Biographies of the Secretaries of State: Thomas Jefferson (1743–1826)
Introduction
Thomas Jefferson served as the first Secretary of State from March 22, 1790, to December 31, 1793. Jefferson brought remarkable talents to a long career guiding U.S. foreign affairs. He successfully balanced the country’s relatively weak geopolitical position and his fear of expansive federal powers with his desire for U.S. territorial and commercial expansion.
Rise to Prominence
Jefferson was born into the Virginia planter elite. He graduated from the College of William & Mary in 1762, studied law, and was admitted to the Virginia bar in 1767. He was elected to the Virginia House of Burgesses in 1769 and served until the British dissolved the House in 1774. Jefferson was a leading activist in the U.S. independence movement. In 1773, he was a founding member of Virginia's Committee of Correspondence, which disseminated anti-British views, and, in 1774, he published A Summary View of the Rights of British America.
Jefferson was elected as a Delegate to the Second Continental Congress in 1775, and, in 1776 when he was thirty-three years of age, he drafted the Declaration of Independence. During the Revolutionary War, Jefferson returned to Virginia and served as a Delegate (1776-1779) and then as Governor (1779 and 1780). He served as a Delegate to the Confederation Congress from 1783 to 1784 and played a major role in shaping federal land policy. Jefferson joined John Adams and Benjamin Franklin in Paris in 1784 to negotiate commercial treaties with European powers. The following year, he succeeded Franklin as Minister to France (1785-1789) before becoming Secretary of State.
A founder of the Democratic-Republican Party, Jefferson was elected Vice President in 1796 and served two terms as President (1801-1809).
Influence on U.S. Diplomacy
Jefferson made enormous contributions to U.S. diplomacy. While Minister to France, he negotiated a commercial treaty with Prussia (1785) and the Consular Convention with France (1788). As Secretary of State, Jefferson’s approach to foreign affairs was limited by Washington’s preference for neutrality regarding the war between Britain and France. Jefferson favored closer ties to France, who had supported the United States during the Revolutionary War. Tension within Washington’s cabinet—notably with Secretary of the Treasury Alexander Hamilton, who favored an assertive central government—prompted Jefferson’s resignation.
As President, Jefferson’s interest in territorial expansion was satisfied by Napoleon Bonaparte’s 1803 offer to sell the Louisiana Territory for 15 million dollars. The purchase solved the longstanding dispute over navigation rights on the Mississippi River, and doubled the size of the country.
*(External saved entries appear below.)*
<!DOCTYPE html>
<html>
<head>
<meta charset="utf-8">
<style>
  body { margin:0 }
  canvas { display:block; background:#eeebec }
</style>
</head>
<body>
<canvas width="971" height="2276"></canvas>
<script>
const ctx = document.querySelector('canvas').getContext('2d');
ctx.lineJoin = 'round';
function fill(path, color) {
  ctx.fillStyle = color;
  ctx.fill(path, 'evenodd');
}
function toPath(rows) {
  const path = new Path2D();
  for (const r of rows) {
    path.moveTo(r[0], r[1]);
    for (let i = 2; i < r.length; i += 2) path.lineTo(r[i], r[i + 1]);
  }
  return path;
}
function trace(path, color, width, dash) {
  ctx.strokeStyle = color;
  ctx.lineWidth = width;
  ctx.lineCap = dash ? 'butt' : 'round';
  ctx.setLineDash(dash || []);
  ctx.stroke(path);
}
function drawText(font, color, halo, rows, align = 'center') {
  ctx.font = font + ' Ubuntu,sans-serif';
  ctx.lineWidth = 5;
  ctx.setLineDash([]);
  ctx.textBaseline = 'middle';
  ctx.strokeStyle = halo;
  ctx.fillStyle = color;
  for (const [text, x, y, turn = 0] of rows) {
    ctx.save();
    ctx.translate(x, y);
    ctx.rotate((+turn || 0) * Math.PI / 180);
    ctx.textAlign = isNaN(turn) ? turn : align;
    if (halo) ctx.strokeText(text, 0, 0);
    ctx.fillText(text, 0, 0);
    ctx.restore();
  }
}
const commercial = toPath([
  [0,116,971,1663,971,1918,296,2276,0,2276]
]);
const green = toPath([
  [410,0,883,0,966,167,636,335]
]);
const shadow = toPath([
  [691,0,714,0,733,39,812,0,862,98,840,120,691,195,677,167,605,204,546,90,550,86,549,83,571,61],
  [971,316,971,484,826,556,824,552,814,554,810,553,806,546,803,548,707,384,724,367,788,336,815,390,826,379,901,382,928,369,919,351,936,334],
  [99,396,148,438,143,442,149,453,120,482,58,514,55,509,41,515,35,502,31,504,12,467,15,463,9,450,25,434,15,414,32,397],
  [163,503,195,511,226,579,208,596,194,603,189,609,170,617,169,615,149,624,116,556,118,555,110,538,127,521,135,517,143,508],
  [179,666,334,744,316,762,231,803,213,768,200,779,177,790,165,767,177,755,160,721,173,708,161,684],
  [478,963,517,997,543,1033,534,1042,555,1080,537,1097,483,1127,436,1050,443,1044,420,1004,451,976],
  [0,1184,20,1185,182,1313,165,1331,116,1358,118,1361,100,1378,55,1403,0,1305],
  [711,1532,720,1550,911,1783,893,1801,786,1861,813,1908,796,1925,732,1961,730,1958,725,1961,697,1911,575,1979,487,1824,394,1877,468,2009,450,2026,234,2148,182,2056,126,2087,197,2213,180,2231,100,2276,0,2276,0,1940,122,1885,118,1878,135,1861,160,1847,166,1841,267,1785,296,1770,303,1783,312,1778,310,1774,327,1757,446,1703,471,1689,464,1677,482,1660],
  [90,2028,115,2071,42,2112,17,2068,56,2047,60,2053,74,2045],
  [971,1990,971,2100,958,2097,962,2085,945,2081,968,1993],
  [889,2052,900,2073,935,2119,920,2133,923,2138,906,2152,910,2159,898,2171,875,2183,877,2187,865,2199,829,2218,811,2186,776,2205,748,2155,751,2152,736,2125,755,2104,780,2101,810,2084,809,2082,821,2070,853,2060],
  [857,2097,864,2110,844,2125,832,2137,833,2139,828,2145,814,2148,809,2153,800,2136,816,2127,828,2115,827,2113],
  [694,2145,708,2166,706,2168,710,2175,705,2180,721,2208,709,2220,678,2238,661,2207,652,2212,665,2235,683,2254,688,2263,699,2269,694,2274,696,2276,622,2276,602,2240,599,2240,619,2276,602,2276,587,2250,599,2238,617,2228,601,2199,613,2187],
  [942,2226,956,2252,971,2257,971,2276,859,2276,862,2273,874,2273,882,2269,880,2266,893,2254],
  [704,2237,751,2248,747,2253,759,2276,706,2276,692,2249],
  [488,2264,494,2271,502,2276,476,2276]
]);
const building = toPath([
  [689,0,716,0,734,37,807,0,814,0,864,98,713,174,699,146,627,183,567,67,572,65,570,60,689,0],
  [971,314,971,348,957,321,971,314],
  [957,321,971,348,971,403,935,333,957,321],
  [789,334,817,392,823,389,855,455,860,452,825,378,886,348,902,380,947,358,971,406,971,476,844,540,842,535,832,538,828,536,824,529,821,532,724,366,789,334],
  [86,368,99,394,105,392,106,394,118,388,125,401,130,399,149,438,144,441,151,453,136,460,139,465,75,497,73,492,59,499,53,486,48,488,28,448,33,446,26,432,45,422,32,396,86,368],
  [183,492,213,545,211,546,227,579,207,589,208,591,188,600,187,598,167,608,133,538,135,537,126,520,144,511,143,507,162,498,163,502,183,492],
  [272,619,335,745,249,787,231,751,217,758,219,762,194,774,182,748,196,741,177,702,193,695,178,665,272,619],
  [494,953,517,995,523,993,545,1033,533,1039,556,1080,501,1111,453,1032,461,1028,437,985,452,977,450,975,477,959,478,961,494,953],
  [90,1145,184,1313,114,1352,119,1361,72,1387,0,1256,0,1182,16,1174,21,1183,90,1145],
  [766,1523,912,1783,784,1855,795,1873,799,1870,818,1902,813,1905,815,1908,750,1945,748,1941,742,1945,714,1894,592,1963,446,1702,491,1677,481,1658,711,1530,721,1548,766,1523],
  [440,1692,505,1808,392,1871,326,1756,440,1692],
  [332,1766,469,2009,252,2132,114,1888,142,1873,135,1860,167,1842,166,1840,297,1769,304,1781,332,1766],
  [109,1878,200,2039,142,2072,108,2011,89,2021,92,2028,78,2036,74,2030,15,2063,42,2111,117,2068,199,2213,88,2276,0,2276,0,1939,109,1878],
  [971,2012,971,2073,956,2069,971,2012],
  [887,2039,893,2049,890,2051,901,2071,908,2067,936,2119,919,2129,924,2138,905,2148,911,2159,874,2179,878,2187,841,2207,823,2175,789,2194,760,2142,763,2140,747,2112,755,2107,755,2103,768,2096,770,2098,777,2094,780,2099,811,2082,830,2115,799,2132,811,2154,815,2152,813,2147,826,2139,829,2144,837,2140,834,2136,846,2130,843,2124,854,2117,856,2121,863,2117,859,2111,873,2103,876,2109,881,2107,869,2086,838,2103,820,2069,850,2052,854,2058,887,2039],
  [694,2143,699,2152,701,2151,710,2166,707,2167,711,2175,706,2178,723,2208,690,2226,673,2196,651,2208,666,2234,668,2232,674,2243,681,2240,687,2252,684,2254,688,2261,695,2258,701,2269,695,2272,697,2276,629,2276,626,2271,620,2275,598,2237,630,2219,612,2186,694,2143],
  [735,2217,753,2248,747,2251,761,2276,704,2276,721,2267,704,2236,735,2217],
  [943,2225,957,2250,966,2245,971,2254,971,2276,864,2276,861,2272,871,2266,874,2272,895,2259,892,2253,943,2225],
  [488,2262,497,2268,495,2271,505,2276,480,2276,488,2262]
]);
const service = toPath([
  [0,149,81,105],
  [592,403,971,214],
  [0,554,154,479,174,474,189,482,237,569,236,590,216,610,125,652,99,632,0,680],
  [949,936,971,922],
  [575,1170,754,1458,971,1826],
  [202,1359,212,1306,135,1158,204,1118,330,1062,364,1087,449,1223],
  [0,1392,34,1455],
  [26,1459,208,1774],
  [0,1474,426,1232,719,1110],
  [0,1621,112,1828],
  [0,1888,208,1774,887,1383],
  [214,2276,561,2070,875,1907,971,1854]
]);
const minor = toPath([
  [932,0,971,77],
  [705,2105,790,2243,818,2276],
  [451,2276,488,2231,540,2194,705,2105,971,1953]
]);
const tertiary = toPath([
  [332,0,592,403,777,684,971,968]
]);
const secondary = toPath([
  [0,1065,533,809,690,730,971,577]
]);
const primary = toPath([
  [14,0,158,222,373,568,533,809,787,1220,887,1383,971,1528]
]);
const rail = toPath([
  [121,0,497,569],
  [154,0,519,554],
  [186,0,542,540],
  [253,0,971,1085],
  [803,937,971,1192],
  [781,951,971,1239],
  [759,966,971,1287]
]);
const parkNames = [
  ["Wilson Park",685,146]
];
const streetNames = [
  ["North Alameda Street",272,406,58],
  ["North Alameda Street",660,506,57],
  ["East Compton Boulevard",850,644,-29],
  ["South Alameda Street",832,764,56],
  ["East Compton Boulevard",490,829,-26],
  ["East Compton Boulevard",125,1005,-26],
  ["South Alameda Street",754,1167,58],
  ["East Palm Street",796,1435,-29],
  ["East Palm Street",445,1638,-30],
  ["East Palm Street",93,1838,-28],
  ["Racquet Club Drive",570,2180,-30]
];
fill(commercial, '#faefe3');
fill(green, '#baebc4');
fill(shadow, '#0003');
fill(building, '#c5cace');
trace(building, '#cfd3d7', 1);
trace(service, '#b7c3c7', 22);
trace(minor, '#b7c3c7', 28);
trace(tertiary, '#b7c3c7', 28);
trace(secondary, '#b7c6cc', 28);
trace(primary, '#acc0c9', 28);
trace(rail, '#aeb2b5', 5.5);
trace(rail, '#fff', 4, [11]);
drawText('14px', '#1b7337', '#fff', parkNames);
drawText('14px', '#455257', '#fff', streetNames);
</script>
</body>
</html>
Jefferson waged a foreign war, from 1801 to 1805, when he sent U.S. warships to force the Barbary States to cease harassing U.S. shipping. War between France and Great Britain and those states’ infringement of U.S. neutrality inspired Jefferson to push for the 1807 Embargo Act, which prohibited U.S. shipping. Unfortunately, the embargo crippled the U.S. economy and left the nation ill-prepared for the war with Great Britain that would eventually arrive in 1812.